Exercise
Examine each line of the data, and copy the ones containing "roads".

** Opening Supplied entries block **

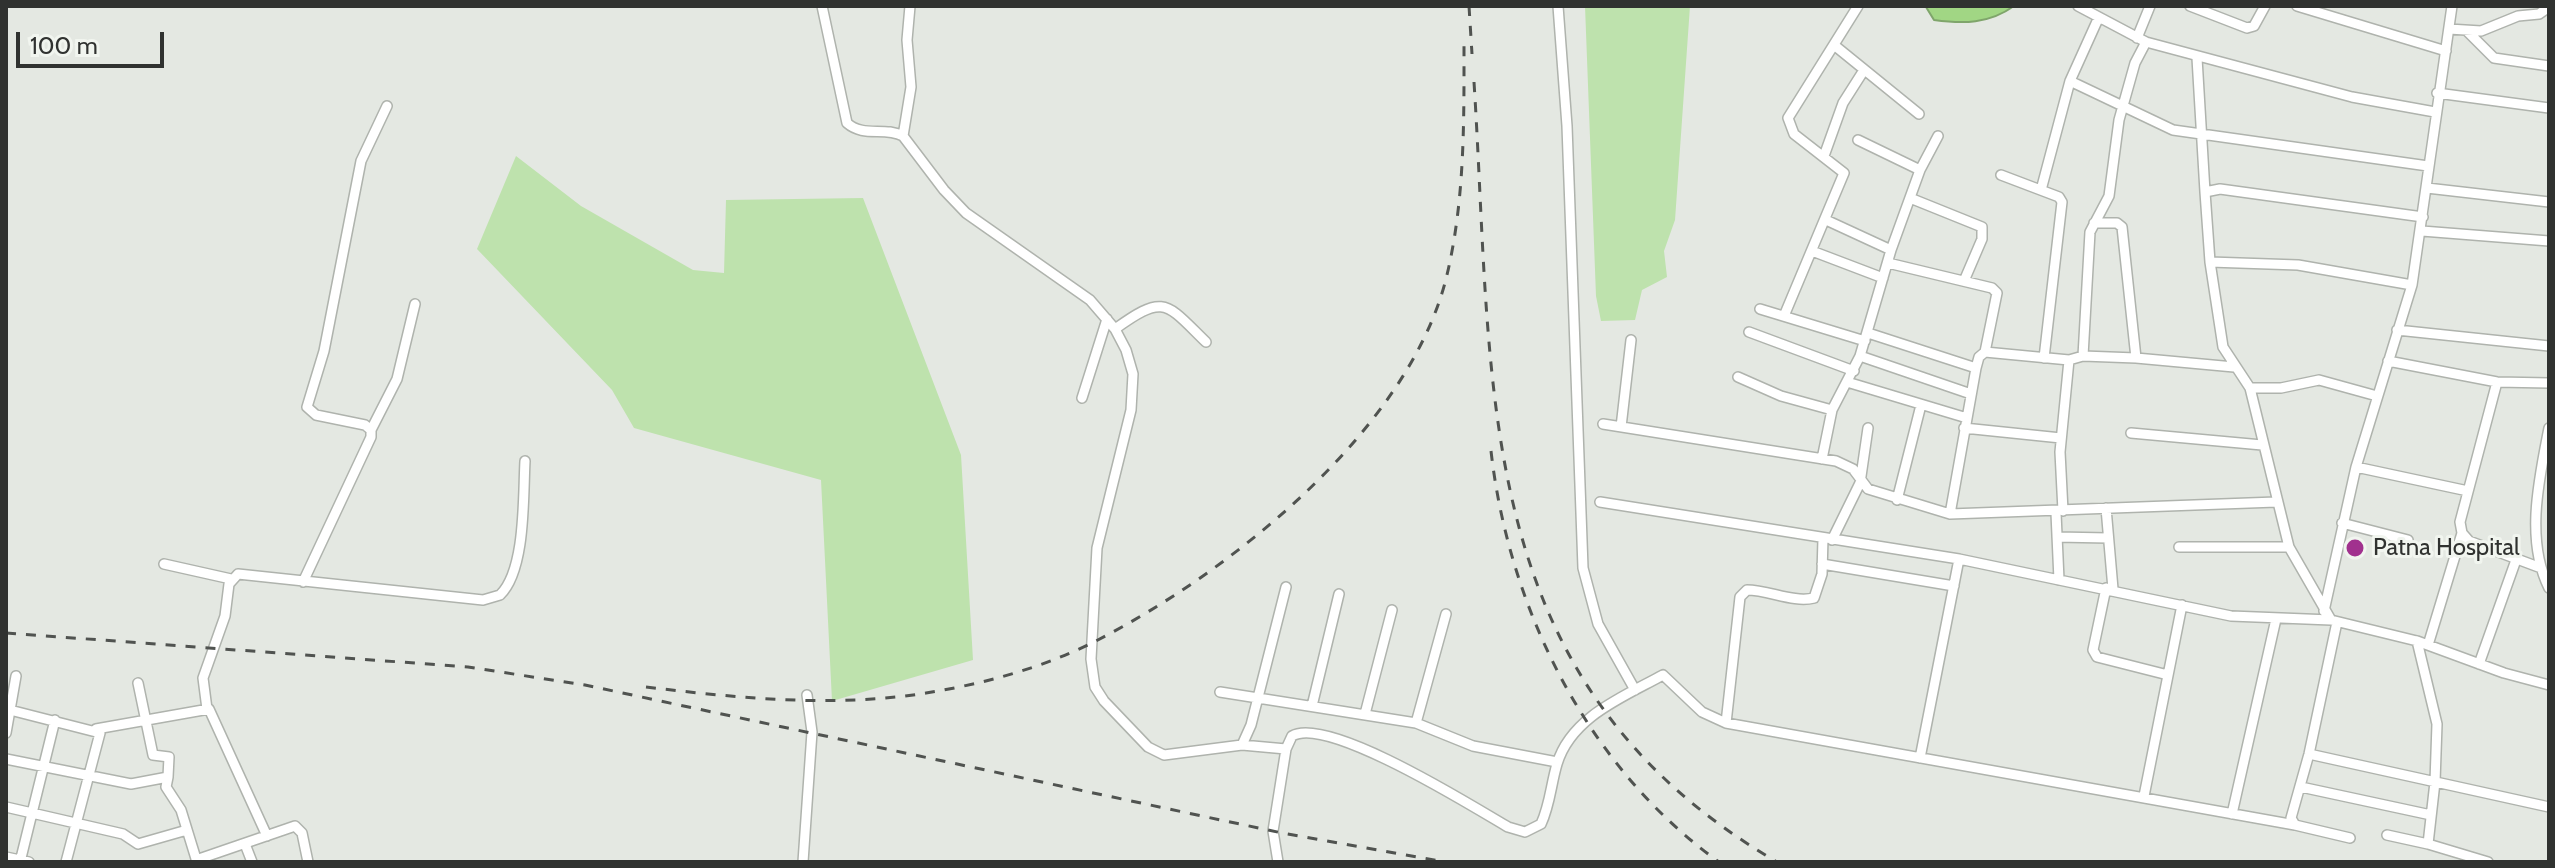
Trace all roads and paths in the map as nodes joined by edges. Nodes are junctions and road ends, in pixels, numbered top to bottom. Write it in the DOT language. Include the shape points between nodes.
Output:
graph roads {
  1 [pos="822,6"];
  2 [pos="910,6"];
  3 [pos="1558,6"];
  4 [pos="1858,6"];
  5 [pos="2078,6"];
  6 [pos="2150,6"];
  7 [pos="2265,6"];
  8 [pos="2297,6"];
  9 [pos="2452,6"];
  10 [pos="2193,7"];
  11 [pos="2549,7"];
  12 [pos="2098,19"];
  13 [pos="2449,29"];
  14 [pos="2468,32"];
  15 [pos="2141,40"];
  16 [pos="1834,45"];
  17 [pos="2446,51"];
  18 [pos="2197,58"];
  19 [pos="2549,66"];
  20 [pos="1864,70"];
  21 [pos="2070,81"];
  22 [pos="2437,93"];
  23 [pos="387,106"];
  24 [pos="2549,108"];
  25 [pos="2122,109"];
  26 [pos="2435,112"];
  27 [pos="1919,114"];
  28 [pos="2201,134"];
  29 [pos="903,136"];
  30 [pos="1938,136"];
  31 [pos="1858,140"];
  32 [pos="1824,156"];
  33 [pos="2428,166"];
  34 [pos="1920,170"];
  35 [pos="2001,175"];
  36 [pos="2427,188"];
  37 [pos="2041,190"];
  38 [pos="2205,192"];
  39 [pos="1910,198"];
  40 [pos="2549,202"];
  41 [pos="2423,217"];
  42 [pos="1826,220"];
  43 [pos="2094,223"];
  44 [pos="2422,231"];
  45 [pos="2549,241"];
  46 [pos="1891,250"];
  47 [pos="1812,251"];
  48 [pos="2210,262"];
  49 [pos="1888,263"];
  50 [pos="1883,278"];
  51 [pos="1964,281"];
  52 [pos="2412,285"];
  53 [pos="415,304"];
  54 [pos="1760,309"];
  55 [pos="1784,316"];
  56 [pos="1107,319"];
  57 [pos="1115,329"];
  58 [pos="2397,330"];
  59 [pos="1749,332"];
  60 [pos="1867,337"];
  61 [pos="1631,340"];
  62 [pos="1206,342"];
  63 [pos="2549,346"];
  64 [pos="1985,352"];
  65 [pos="1860,356"];
  66 [pos="2083,356"];
  67 [pos="2044,358"];
  68 [pos="2136,358"];
  69 [pos="2069,360"];
  70 [pos="2388,361"];
  71 [pos="2234,367"];
  72 [pos="1976,368"];
  73 [pos="1854,371"];
  74 [pos="1738,377"];
  75 [pos="1847,382"];
  76 [pos="2497,382"];
  77 [pos="2549,383"];
  78 [pos="2250,388"];
  79 [pos="1971,394"];
  80 [pos="2377,396"];
  81 [pos="1082,398"];
  82 [pos="1921,405"];
  83 [pos="1832,410"];
  84 [pos="1967,418"];
  85 [pos="1603,424"];
  86 [pos="1621,427"];
  87 [pos="1868,428"];
  88 [pos="1964,428"];
  89 [pos="2549,428"];
  90 [pos="371,430"];
  91 [pos="2131,433"];
  92 [pos="2061,438"];
  93 [pos="2547,444"];
  94 [pos="2262,445"];
  95 [pos="1822,459"];
  96 [pos="525,461"];
  97 [pos="2356,467"];
  98 [pos="1860,483"];
  99 [pos="2468,491"];
  100 [pos="2537,493"];
  101 [pos="2549,493"];
  102 [pos="1897,500"];
  103 [pos="1600,502"];
  104 [pos="2276,502"];
  105 [pos="2106,508"];
  106 [pos="2059,512"];
  107 [pos="1950,514"];
  108 [pos="2342,523"];
  109 [pos="2462,533"];
  110 [pos="2057,537"];
  111 [pos="2538,537"];
  112 [pos="2549,537"];
  113 [pos="2108,538"];
  114 [pos="1827,539"];
  115 [pos="2408,540"];
  116 [pos="2179,547"];
  117 [pos="2289,547"];
  118 [pos="1959,559"];
  119 [pos="2516,560"];
  120 [pos="164,564"];
  121 [pos="1822,564"];
  122 [pos="2541,568"];
  123 [pos="231,579"];
  124 [pos="2059,580"];
  125 [pos="303,582"];
  126 [pos="1954,586"];
  127 [pos="1286,587"];
  128 [pos="2549,588"];
  129 [pos="2110,589"];
  130 [pos="1339,594"];
  131 [pos="2182,605"];
  132 [pos="1392,610"];
  133 [pos="2324,611"];
  134 [pos="1446,614"];
  135 [pos="2276,619"];
  136 [pos="2334,621"];
  137 [pos="2417,641"];
  138 [pos="2428,645"];
  139 [pos="2479,664"];
  140 [pos="2168,675"];
  141 [pos="16,676"];
  142 [pos="138,683"];
  143 [pos="2549,685"];
  144 [pos="1635,690"];
  145 [pos="1220,692"];
  146 [pos="807,695"];
  147 [pos="1257,697"];
  148 [pos="1312,706"];
  149 [pos="8,709"];
  150 [pos="207,709"];
  151 [pos="1365,714"];
  152 [pos="55,720"];
  153 [pos="144,721"];
  154 [pos="1416,723"];
  155 [pos="1726,723"];
  156 [pos="96,729"];
  157 [pos="6,733"];
  158 [pos="1242,745"];
  159 [pos="1286,749"];
  160 [pos="2309,754"];
  161 [pos="1920,758"];
  162 [pos="6,759"];
  163 [pos="1557,762"];
  164 [pos="45,768"];
  165 [pos="168,777"];
  166 [pos="90,778"];
  167 [pos="2435,782"];
  168 [pos="2301,787"];
  169 [pos="2144,796"];
  170 [pos="6,807"];
  171 [pos="2549,807"];
  172 [pos="34,813"];
  173 [pos="2232,814"];
  174 [pos="2431,815"];
  175 [pos="77,824"];
  176 [pos="2295,825"];
  177 [pos="187,830"];
  178 [pos="2387,835"];
  179 [pos="267,836"];
  180 [pos="2350,838"];
  181 [pos="245,844"];
  182 [pos="2428,844"];
  183 [pos="6,857"];
  184 [pos="1276,860"];
  185 [pos="23,861"];
  186 [pos="196,861"];
  187 [pos="66,862"];
  188 [pos="252,862"];
  189 [pos="308,862"];
  190 [pos="803,862"];
  191 [pos="2488,862"];
  1 -- 29 [label="street" via="847,123 857,131"];
  2 -- 29 [label="street" via="911,87"];
  3 -- 144 [label="street" via="1583,568 1598,624"];
  4 -- 16 [label="street"];
  5 -- 12 [label="street"];
  6 -- 15 [label="street"];
  7 -- 10 [label="street" via="2254,26 2247,28"];
  8 -- 17 [label="street"];
  9 -- 13 [label="street"];
  11 -- 14 [label="street"];
  12 -- 15 [label="street"];
  12 -- 21 [label="street"];
  13 -- 14 [label="street"];
  13 -- 17 [label="street"];
  14 -- 19 [label="street" via="2494,58"];
  15 -- 18 [label="street"];
  15 -- 25 [label="street"];
  16 -- 20 [label="street"];
  16 -- 32 [label="street" via="1788,118 1794,134"];
  17 -- 22 [label="street"];
  18 -- 26 [label="street"];
  18 -- 28 [label="street"];
  20 -- 27 [label="street"];
  20 -- 32 [label="street" via="1843,103"];
  21 -- 25 [label="street"];
  21 -- 37 [label="street"];
  22 -- 24 [label="street"];
  22 -- 26 [label="street"];
  23 -- 90 [label="street" via="361,161 324,351 307,407 316,415"];
  25 -- 28 [label="street" via="2164,128"];
  25 -- 43 [label="street" via="2109,196"];
  26 -- 33 [label="street"];
  28 -- 33 [label="street"];
  28 -- 38 [label="street"];
  29 -- 56 [label="street" via="966,213 1090,300"];
  30 -- 34 [label="street"];
  31 -- 34 [label="street"];
  32 -- 42 [label="street" via="1844,173"];
  33 -- 36 [label="street"];
  34 -- 39 [label="street"];
  35 -- 37 [label="street"];
  36 -- 40 [label="street"];
  36 -- 41 [label="street"];
  37 -- 67 [label="street" via="2059,197 2063,211"];
  38 -- 41 [label="street" via="2220,189"];
  38 -- 48 [label="street"];
  39 -- 46 [label="street"];
  39 -- 51 [label="street" via="1982,227"];
  41 -- 44 [label="street"];
  42 -- 46 [label="street"];
  42 -- 47 [label="street"];
  43 -- 66 [label="street" via="2088,243"];
  43 -- 68 [label="street" via="2122,227"];
  44 -- 45 [label="street"];
  44 -- 52 [label="street"];
  46 -- 49 [label="street"];
  47 -- 50 [label="street"];
  47 -- 55 [label="street"];
  48 -- 52 [label="street" via="2298,265"];
  48 -- 71 [label="street" via="2223,347"];
  49 -- 50 [label="street"];
  49 -- 51 [label="street"];
  50 -- 60 [label="street"];
  51 -- 64 [label="street" via="1997,293"];
  52 -- 58 [label="street"];
  53 -- 90 [label="street" via="397,379"];
  54 -- 55 [label="street"];
  55 -- 60 [label="street"];
  56 -- 57 [label="street"];
  56 -- 81 [label="street"];
  57 -- 62 [label="street" via="1138,312 1160,305"];
  57 -- 158 [label="street" via="1133,374 1131,410 1097,548 1091,659 1095,687 1155,752 1177,756"];
  58 -- 63 [label="street"];
  58 -- 70 [label="street"];
  59 -- 73 [label="street"];
  60 -- 65 [label="street"];
  60 -- 72 [label="street"];
  61 -- 86 [label="street"];
  64 -- 67 [label="street"];
  64 -- 72 [label="street"];
  65 -- 73 [label="street"];
  65 -- 79 [label="street"];
  66 -- 68 [label="street"];
  66 -- 69 [label="street"];
  67 -- 69 [label="street"];
  68 -- 71 [label="street"];
  69 -- 92 [label="street"];
  70 -- 76 [label="street"];
  70 -- 80 [label="street"];
  71 -- 78 [label="street"];
  72 -- 79 [label="street"];
  73 -- 75 [label="street"];
  74 -- 83 [label="street"];
  75 -- 82 [label="street"];
  75 -- 83 [label="street"];
  76 -- 77 [label="street"];
  76 -- 99 [label="street"];
  78 -- 80 [label="street" via="2319,380"];
  78 -- 94 [label="street"];
  79 -- 84 [label="street"];
  80 -- 97 [label="street"];
  82 -- 84 [label="street"];
  82 -- 102 [label="street"];
  83 -- 95 [label="street"];
  84 -- 88 [label="street"];
  85 -- 86 [label="street"];
  86 -- 95 [label="street"];
  87 -- 98 [label="street"];
  88 -- 92 [label="street"];
  88 -- 107 [label="street"];
  89 -- 93 [label="street"];
  90 -- 125 [label="street"];
  91 -- 94 [label="street"];
  92 -- 106 [label="street"];
  93 -- 100 [label="street"];
  94 -- 104 [label="street"];
  95 -- 98 [label="street" via="1853,469"];
  96 -- 125 [label="street" via="519,547 513,574 500,595 483,600"];
  97 -- 99 [label="street"];
  97 -- 108 [label="street"];
  98 -- 102 [label="street"];
  98 -- 114 [label="street"];
  99 -- 109 [label="street"];
  100 -- 101 [label="street"];
  100 -- 111 [label="street"];
  102 -- 107 [label="street"];
  103 -- 114 [label="street"];
  104 -- 105 [label="street"];
  104 -- 117 [label="street"];
  105 -- 106 [label="street"];
  105 -- 113 [label="street"];
  106 -- 107 [label="street"];
  106 -- 110 [label="street"];
  108 -- 115 [label="street"];
  108 -- 133 [label="street"];
  109 -- 119 [label="street" via="2469,541"];
  109 -- 138 [label="street"];
  110 -- 113 [label="street"];
  110 -- 124 [label="street"];
  111 -- 112 [label="street"];
  111 -- 122 [label="street"];
  113 -- 129 [label="street"];
  114 -- 118 [label="street"];
  114 -- 121 [label="street"];
  116 -- 117 [label="street"];
  117 -- 133 [label="street"];
  118 -- 124 [label="street"];
  118 -- 126 [label="street"];
  119 -- 122 [label="street"];
  119 -- 139 [label="street"];
  120 -- 123 [label="street"];
  121 -- 126 [label="street"];
  121 -- 155 [label="street" via="1814,598 1758,590 1740,597"];
  122 -- 128 [label="street"];
  123 -- 125 [label="street" via="242,574"];
  123 -- 150 [label="street" via="225,616 202,683"];
  124 -- 129 [label="street"];
  126 -- 161 [label="street"];
  127 -- 147 [label="street"];
  129 -- 131 [label="street"];
  129 -- 140 [label="street" via="2093,650 2097,657"];
  130 -- 148 [label="street"];
  131 -- 135 [label="street"];
  131 -- 140 [label="street"];
  132 -- 151 [label="street"];
  133 -- 136 [label="street"];
  134 -- 154 [label="street"];
  135 -- 136 [label="street"];
  135 -- 173 [label="street"];
  136 -- 137 [label="street"];
  136 -- 160 [label="street"];
  137 -- 138 [label="street"];
  137 -- 167 [label="street" via="2437,724"];
  138 -- 139 [label="street"];
  139 -- 143 [label="street"];
  140 -- 169 [label="street"];
  141 -- 149 [label="street"];
  142 -- 153 [label="street"];
  144 -- 155 [label="street" via="1663,675 1702,712"];
  144 -- 163 [label="street" via="1587,719 1566,742"];
  145 -- 147 [label="street"];
  146 -- 190 [label="street" via="812,732"];
  147 -- 148 [label="street"];
  147 -- 158 [label="street"];
  148 -- 151 [label="street"];
  149 -- 152 [label="street"];
  149 -- 157 [label="street"];
  150 -- 153 [label="street"];
  150 -- 179 [label="street"];
  151 -- 154 [label="street"];
  152 -- 156 [label="street"];
  152 -- 164 [label="street"];
  153 -- 156 [label="street"];
  153 -- 165 [label="street" via="153,755 169,757"];
  154 -- 163 [label="street" via="1473,746"];
  155 -- 161 [label="street"];
  156 -- 166 [label="street" via="100,736"];
  158 -- 159 [label="street"];
  159 -- 163 [label="street" via="1292,736 1306,730 1332,737 1409,769 1525,832 1534,830 1546,813"];
  159 -- 184 [label="street" via="1273,831"];
  160 -- 167 [label="street"];
  160 -- 168 [label="street"];
  161 -- 169 [label="street"];
  162 -- 164 [label="street"];
  164 -- 166 [label="street"];
  164 -- 172 [label="street"];
  165 -- 166 [label="street" via="139,784"];
  165 -- 177 [label="street" via="166,787"];
  166 -- 175 [label="street"];
  167 -- 171 [label="street"];
  167 -- 174 [label="street"];
  168 -- 174 [label="street"];
  168 -- 176 [label="street" via="2291,818"];
  169 -- 173 [label="street"];
  170 -- 172 [label="street"];
  172 -- 175 [label="street"];
  172 -- 185 [label="street"];
  173 -- 176 [label="street"];
  174 -- 182 [label="street"];
  175 -- 177 [label="street" via="123,834 138,844"];
  175 -- 187 [label="street"];
  176 -- 180 [label="street"];
  177 -- 186 [label="street"];
  178 -- 182 [label="street"];
  179 -- 181 [label="street"];
  179 -- 189 [label="street" via="297,827"];
  181 -- 186 [label="street"];
  181 -- 188 [label="street"];
  182 -- 191 [label="street"];
  183 -- 185 [label="street"];
}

** Closing Supplied entries block **

Answer to this exercise
Trace all roads and paths in the map as nodes joined by edges. Nodes are junctions and road ends, in pixels, numbered top to bottom. Write it in the DOT language. Include the shape points between nodes.
graph roads {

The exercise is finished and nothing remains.